What evidence they did turn up kept
suggesting the same thing: that Mandy was a deeply troubled woman, who was battling depression for reasons no one seemed to understand. She'd apparently left a lucrative career in sales to move back in with her mother, who was undergoing treatment for some kind of rare cancer. Since then she had barely left the house except to take her mother to the doctor or to run to the supermarket or the pharmacy, and while she told her mother, who was too weak to make it down the stairs, that she was taking care of the garden, she'd clearly been letting it go for a long time. Mrs. Jansen thought Mandy had had a girlfriend over a few times, because she'd heard voices through the floor, but she had no idea who it might have been, and O'Hara was never able to find a trace of her.
As soon as they'd walked into the crime scene Lassiter had made the judgment that Mandy's death was suicide, and O'Hara hadn't found anything to suggest he was wrong.
But she couldn't accept that. Wouldn't accept it. When Lassiter showed her a draft of his report, she refused to sign off on it, and insisted they keep the investigation open just for a little while longer.
But that little while had already stretched past its breaking point and unless O'Hara could come up with something fast, she'd have to put her name on the report that would close the case.
If she could just articulate what she felt was wrong about the case Lassiter would have come over to her side. He would have grumbled, because that was what Lassiter did. But he trusted her instincts and he would have followed her lead.
But she had nothing. No suspects, no motives, no evidence. Just a conviction that Mandy Jansen hadn't killed herself. A conviction for which she couldn't find a single fact.

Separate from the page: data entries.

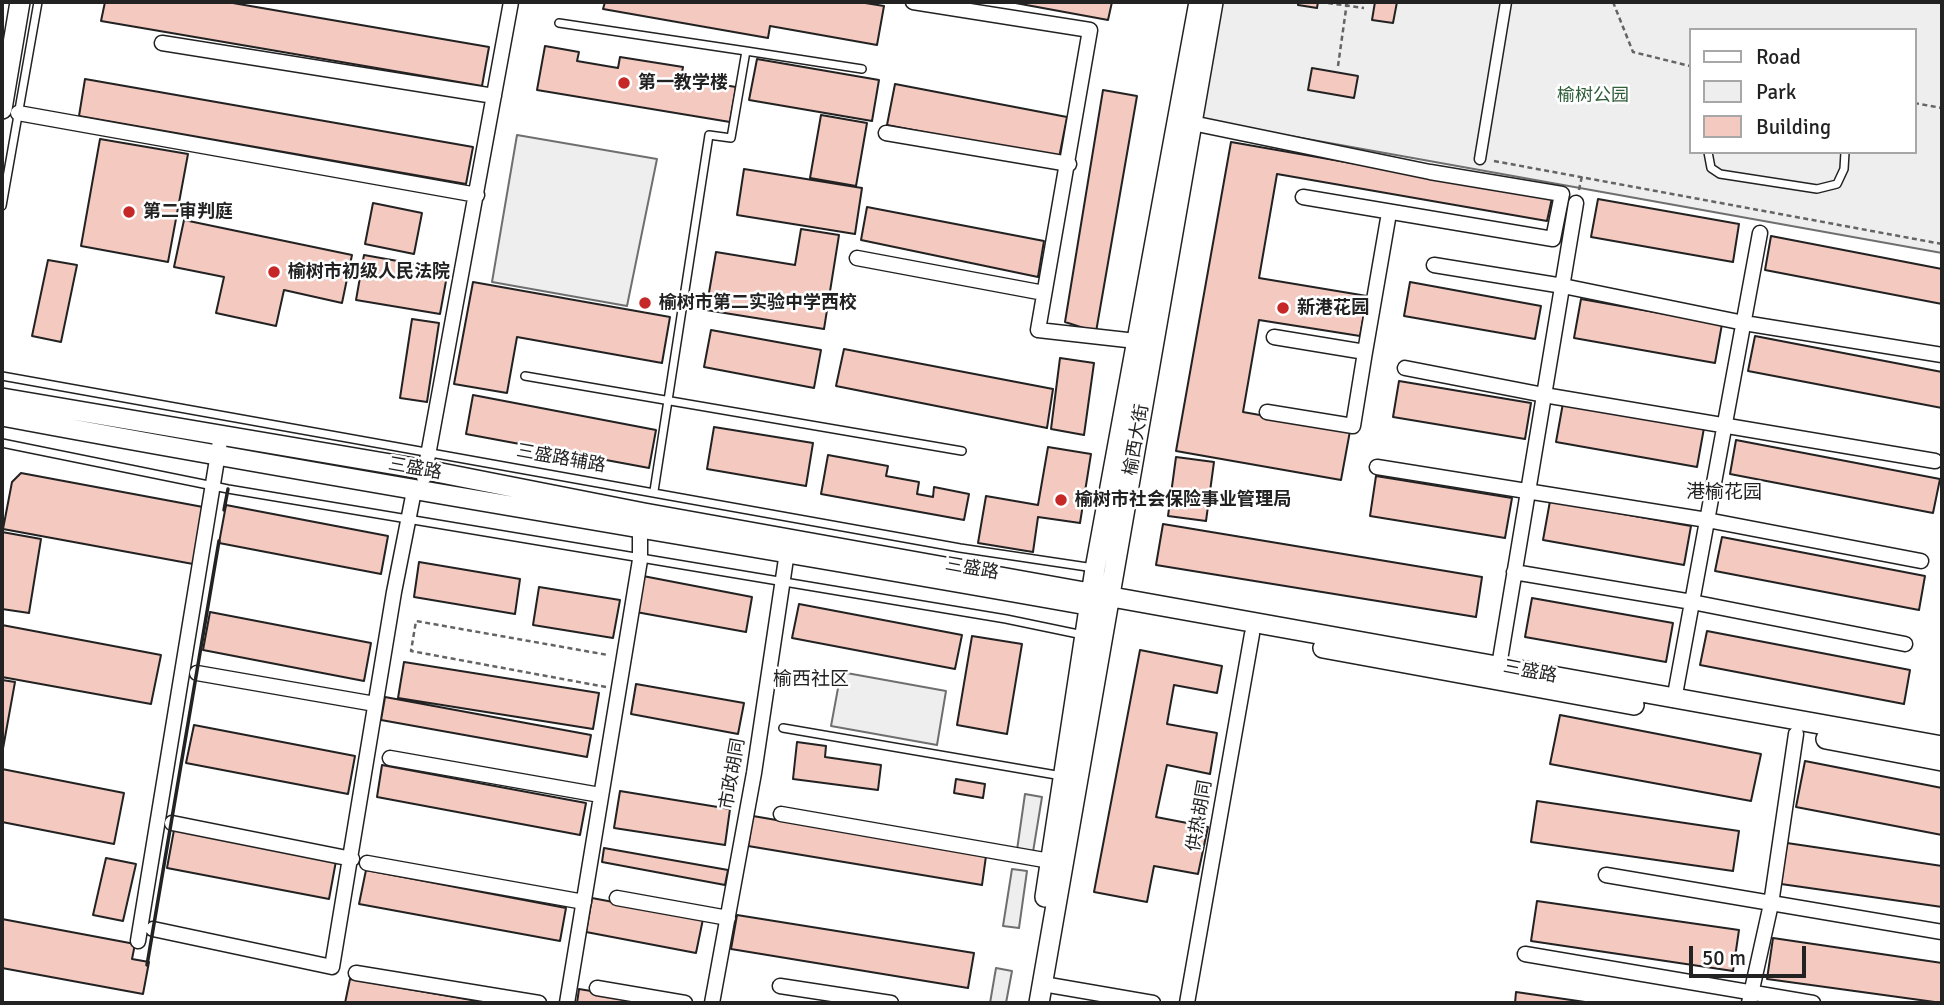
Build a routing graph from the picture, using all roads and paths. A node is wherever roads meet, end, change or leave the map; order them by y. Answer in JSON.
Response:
{"nodes":[{"id":1,"x":20,"y":2,"type":"edge"},
{"id":2,"x":38,"y":2,"type":"edge"},
{"id":3,"x":511,"y":2,"type":"edge"},
{"id":4,"x":913,"y":2,"type":"edge"},
{"id":5,"x":1199,"y":2,"type":"edge"},
{"id":6,"x":1213,"y":2,"type":"edge"},
{"id":7,"x":1506,"y":2,"type":"edge"},
{"id":8,"x":1613,"y":2,"type":"edge"},
{"id":9,"x":1328,"y":3,"type":"edge"},
{"id":10,"x":1347,"y":4,"type":"edge"},
{"id":11,"x":1364,"y":8,"type":"dead end"},
{"id":12,"x":559,"y":23,"type":"dead end"},
{"id":13,"x":162,"y":43,"type":"dead end"},
{"id":14,"x":746,"y":51,"type":"junction"},
{"id":15,"x":1338,"y":66,"type":"dead end"},
{"id":16,"x":1688,"y":66,"type":"edge"},
{"id":17,"x":862,"y":69,"type":"dead end"},
{"id":18,"x":494,"y":96,"type":"junction"},
{"id":19,"x":1916,"y":103,"type":"edge"},
{"id":20,"x":1942,"y":108,"type":"edge"},
{"id":21,"x":10,"y":111,"type":"edge"},
{"id":22,"x":1192,"y":124,"type":"junction"},
{"id":23,"x":886,"y":133,"type":"dead end"},
{"id":24,"x":1709,"y":154,"type":"edge"},
{"id":25,"x":1845,"y":154,"type":"edge"},
{"id":26,"x":1480,"y":159,"type":"joint"},
{"id":27,"x":1069,"y":164,"type":"junction"},
{"id":28,"x":477,"y":195,"type":"junction"},
{"id":29,"x":1303,"y":197,"type":"dead end"},
{"id":30,"x":1576,"y":204,"type":"dead end"},
{"id":31,"x":2,"y":206,"type":"edge"},
{"id":32,"x":1389,"y":213,"type":"junction"},
{"id":33,"x":1760,"y":233,"type":"dead end"},
{"id":34,"x":1942,"y":244,"type":"edge"},
{"id":35,"x":856,"y":258,"type":"dead end"},
{"id":36,"x":1434,"y":265,"type":"dead end"},
{"id":37,"x":1563,"y":286,"type":"junction"},
{"id":38,"x":1044,"y":293,"type":"junction"},
{"id":39,"x":1744,"y":323,"type":"junction"},
{"id":40,"x":1274,"y":337,"type":"dead end"},
{"id":41,"x":1146,"y":342,"type":"junction"},
{"id":42,"x":1365,"y":352,"type":"junction"},
{"id":43,"x":1942,"y":355,"type":"edge"},
{"id":44,"x":1405,"y":368,"type":"dead end"},
{"id":45,"x":2,"y":376,"type":"edge"},
{"id":46,"x":526,"y":376,"type":"dead end"},
{"id":47,"x":1544,"y":395,"type":"junction"},
{"id":48,"x":2,"y":398,"type":"edge"},
{"id":49,"x":665,"y":402,"type":"junction"},
{"id":50,"x":1267,"y":412,"type":"dead end"},
{"id":51,"x":2,"y":416,"type":"edge"},
{"id":52,"x":1724,"y":426,"type":"junction"},
{"id":53,"x":2,"y":443,"type":"edge"},
{"id":54,"x":219,"y":444,"type":"junction"},
{"id":55,"x":962,"y":451,"type":"dead end"},
{"id":56,"x":427,"y":461,"type":"junction"},
{"id":57,"x":1935,"y":461,"type":"dead end"},
{"id":58,"x":1377,"y":467,"type":"dead end"},
{"id":59,"x":214,"y":486,"type":"junction"},
{"id":60,"x":1528,"y":490,"type":"junction"},
{"id":61,"x":418,"y":491,"type":"junction"},
{"id":62,"x":654,"y":491,"type":"junction"},
{"id":63,"x":407,"y":519,"type":"junction"},
{"id":64,"x":1707,"y":520,"type":"junction"},
{"id":65,"x":640,"y":527,"type":"junction"},
{"id":66,"x":787,"y":552,"type":"junction"},
{"id":67,"x":640,"y":560,"type":"junction"},
{"id":68,"x":1921,"y":561,"type":"dead end"},
{"id":69,"x":1095,"y":569,"type":"junction"},
{"id":70,"x":1115,"y":572,"type":"junction"},
{"id":71,"x":1514,"y":572,"type":"junction"},
{"id":72,"x":783,"y":584,"type":"junction"},
{"id":73,"x":1100,"y":600,"type":"junction"},
{"id":74,"x":1692,"y":602,"type":"junction"},
{"id":75,"x":1252,"y":634,"type":"junction"},
{"id":76,"x":1094,"y":637,"type":"junction"},
{"id":77,"x":1905,"y":644,"type":"dead end"},
{"id":78,"x":622,"y":657,"type":"junction"},
{"id":79,"x":1499,"y":666,"type":"junction"},
{"id":80,"x":197,"y":673,"type":"dead end"},
{"id":81,"x":618,"y":689,"type":"junction"},
{"id":82,"x":1674,"y":699,"type":"junction"},
{"id":83,"x":375,"y":704,"type":"junction"},
{"id":84,"x":783,"y":728,"type":"dead end"},
{"id":85,"x":1796,"y":734,"type":"junction"},
{"id":86,"x":1942,"y":746,"type":"edge"},
{"id":87,"x":390,"y":758,"type":"dead end"},
{"id":88,"x":1942,"y":761,"type":"edge"},
{"id":89,"x":1071,"y":778,"type":"junction"},
{"id":90,"x":600,"y":796,"type":"junction"},
{"id":91,"x":781,"y":814,"type":"dead end"},
{"id":92,"x":172,"y":823,"type":"dead end"},
{"id":93,"x":352,"y":859,"type":"junction"},
{"id":94,"x":1050,"y":861,"type":"junction"},
{"id":95,"x":367,"y":863,"type":"dead end"},
{"id":96,"x":1606,"y":875,"type":"dead end"},
{"id":97,"x":617,"y":898,"type":"dead end"},
{"id":98,"x":584,"y":902,"type":"junction"},
{"id":99,"x":1771,"y":904,"type":"junction"},
{"id":100,"x":727,"y":918,"type":"junction"},
{"id":101,"x":153,"y":929,"type":"dead end"},
{"id":102,"x":1942,"y":932,"type":"edge"},
{"id":103,"x":138,"y":941,"type":"dead end"},
{"id":104,"x":1525,"y":954,"type":"dead end"},
{"id":105,"x":356,"y":973,"type":"dead end"},
{"id":106,"x":780,"y":986,"type":"dead end"},
{"id":107,"x":597,"y":988,"type":"dead end"},
{"id":108,"x":1041,"y":994,"type":"edge"},
{"id":109,"x":1750,"y":998,"type":"edge"},
{"id":110,"x":539,"y":1003,"type":"edge"},
{"id":111,"x":567,"y":1003,"type":"edge"},
{"id":112,"x":685,"y":1003,"type":"edge"},
{"id":113,"x":712,"y":1003,"type":"edge"},
{"id":114,"x":891,"y":1003,"type":"edge"},
{"id":115,"x":1028,"y":1003,"type":"edge"},
{"id":116,"x":1153,"y":1003,"type":"edge"},
{"id":117,"x":1187,"y":1003,"type":"edge"},
{"id":118,"x":1813,"y":1003,"type":"edge"}],
"edges":[{"from":1,"to":21,"type":"main road"},
{"from":2,"to":21,"type":"lane"},
{"from":3,"to":18,"type":"street"},
{"from":4,"to":27,"type":"street"},
{"from":5,"to":41,"type":"main road","name":"榆西大街"},
{"from":6,"to":22,"type":"main road","name":"榆西大街"},
{"from":7,"to":26,"type":"street"},
{"from":8,"to":16,"type":"path"},
{"from":9,"to":10,"type":"path"},
{"from":10,"to":11,"type":"path"},
{"from":10,"to":15,"type":"path"},
{"from":12,"to":14,"type":"lane"},
{"from":13,"to":18,"type":"street"},
{"from":14,"to":17,"type":"lane"},
{"from":14,"to":49,"type":"lane"},
{"from":18,"to":28,"type":"street"},
{"from":19,"to":20,"type":"path"},
{"from":21,"to":28,"type":"street"},
{"from":21,"to":31,"type":"lane"},
{"from":22,"to":32,"type":"street"},
{"from":22,"to":41,"type":"main road","name":"榆西大街"},
{"from":23,"to":27,"type":"street"},
{"from":24,"to":25,"type":"lane"},
{"from":26,"to":34,"type":"path"},
{"from":27,"to":38,"type":"street"},
{"from":28,"to":56,"type":"street"},
{"from":29,"to":32,"type":"street"},
{"from":30,"to":37,"type":"street"},
{"from":32,"to":42,"type":"street"},
{"from":33,"to":39,"type":"street"},
{"from":35,"to":38,"type":"street"},
{"from":36,"to":37,"type":"street"},
{"from":37,"to":39,"type":"street"},
{"from":37,"to":47,"type":"street"},
{"from":38,"to":41,"type":"street"},
{"from":39,"to":43,"type":"street"},
{"from":39,"to":52,"type":"street"},
{"from":40,"to":42,"type":"street"},
{"from":41,"to":69,"type":"main road","name":"榆西大街"},
{"from":41,"to":70,"type":"main road","name":"榆西大街"},
{"from":42,"to":50,"type":"street"},
{"from":44,"to":47,"type":"street"},
{"from":45,"to":56,"type":"lane","name":"三盛路辅路"},
{"from":46,"to":49,"type":"lane"},
{"from":47,"to":52,"type":"street"},
{"from":47,"to":60,"type":"street"},
{"from":48,"to":54,"type":"main road","name":"三盛路"},
{"from":49,"to":55,"type":"lane"},
{"from":49,"to":62,"type":"lane"},
{"from":51,"to":54,"type":"main road","name":"三盛路"},
{"from":52,"to":57,"type":"street"},
{"from":52,"to":64,"type":"street"},
{"from":53,"to":59,"type":"lane"},
{"from":54,"to":56,"type":"main road","name":"三盛路"},
{"from":54,"to":59,"type":"street"},
{"from":54,"to":61,"type":"main road","name":"三盛路"},
{"from":56,"to":61,"type":"street"},
{"from":56,"to":62,"type":"lane","name":"三盛路辅路"},
{"from":56,"to":73,"type":"main road","name":"三盛路"},
{"from":58,"to":60,"type":"street"},
{"from":59,"to":63,"type":"lane"},
{"from":59,"to":103,"type":"street"},
{"from":60,"to":64,"type":"street"},
{"from":60,"to":71,"type":"street"},
{"from":61,"to":63,"type":"street"},
{"from":61,"to":65,"type":"main road","name":"三盛路"},
{"from":62,"to":69,"type":"lane","name":"三盛路辅路"},
{"from":63,"to":67,"type":"lane"},
{"from":63,"to":83,"type":"street"},
{"from":64,"to":68,"type":"street"},
{"from":64,"to":74,"type":"street"},
{"from":65,"to":66,"type":"main road","name":"三盛路"},
{"from":65,"to":67,"type":"street"},
{"from":66,"to":72,"type":"street","name":"市政胡同"},
{"from":66,"to":73,"type":"main road","name":"三盛路"},
{"from":67,"to":72,"type":"lane"},
{"from":67,"to":78,"type":"street"},
{"from":69,"to":70,"type":"lane","name":"三盛路辅路"},
{"from":69,"to":73,"type":"main road","name":"榆西大街"},
{"from":70,"to":73,"type":"main road","name":"榆西大街"},
{"from":71,"to":74,"type":"street"},
{"from":71,"to":79,"type":"street"},
{"from":72,"to":76,"type":"lane"},
{"from":72,"to":100,"type":"street","name":"市政胡同"},
{"from":73,"to":75,"type":"main road","name":"三盛路"},
{"from":73,"to":76,"type":"main road","name":"榆西大街"},
{"from":73,"to":79,"type":"main road","name":"三盛路"},
{"from":74,"to":77,"type":"street"},
{"from":74,"to":82,"type":"street"},
{"from":75,"to":85,"type":"main road","name":"三盛路"},
{"from":75,"to":117,"type":"street","name":"供热胡同"},
{"from":76,"to":89,"type":"main road","name":"榆西大街"},
{"from":78,"to":81,"type":"street"},
{"from":78,"to":81,"type":"path"},
{"from":79,"to":82,"type":"main road","name":"三盛路"},
{"from":80,"to":83,"type":"street"},
{"from":81,"to":90,"type":"street"},
{"from":82,"to":86,"type":"main road","name":"三盛路"},
{"from":83,"to":93,"type":"street"},
{"from":84,"to":89,"type":"lane"},
{"from":85,"to":88,"type":"main road","name":"三盛路"},
{"from":85,"to":99,"type":"street"},
{"from":87,"to":90,"type":"street"},
{"from":89,"to":94,"type":"main road","name":"榆西大街"},
{"from":89,"to":108,"type":"main road","name":"榆西大街"},
{"from":90,"to":98,"type":"street"},
{"from":91,"to":94,"type":"street"},
{"from":92,"to":93,"type":"street"},
{"from":93,"to":101,"type":"street"},
{"from":94,"to":115,"type":"main road","name":"榆西大街"},
{"from":95,"to":98,"type":"street"},
{"from":96,"to":99,"type":"street"},
{"from":97,"to":100,"type":"street"},
{"from":98,"to":111,"type":"street"},
{"from":99,"to":102,"type":"street"},
{"from":99,"to":109,"type":"street"},
{"from":100,"to":113,"type":"street","name":"市政胡同"},
{"from":104,"to":109,"type":"street"},
{"from":105,"to":110,"type":"street"},
{"from":106,"to":114,"type":"street"},
{"from":107,"to":112,"type":"street"},
{"from":108,"to":116,"type":"street"},
{"from":109,"to":118,"type":"street"}]}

She was so busy trying to figure out her next move as she crossed the visitors' parking lot that at first she didn't hear the man following her. There were so many kids running to their next class that one set of footsteps didn't make much of an impact on her consciousness. But as she got closer to her car, she could hear the steady slap of leather on asphalt and could tell the footsteps belonged to someone who was hoping to catch her before she reached the sedan.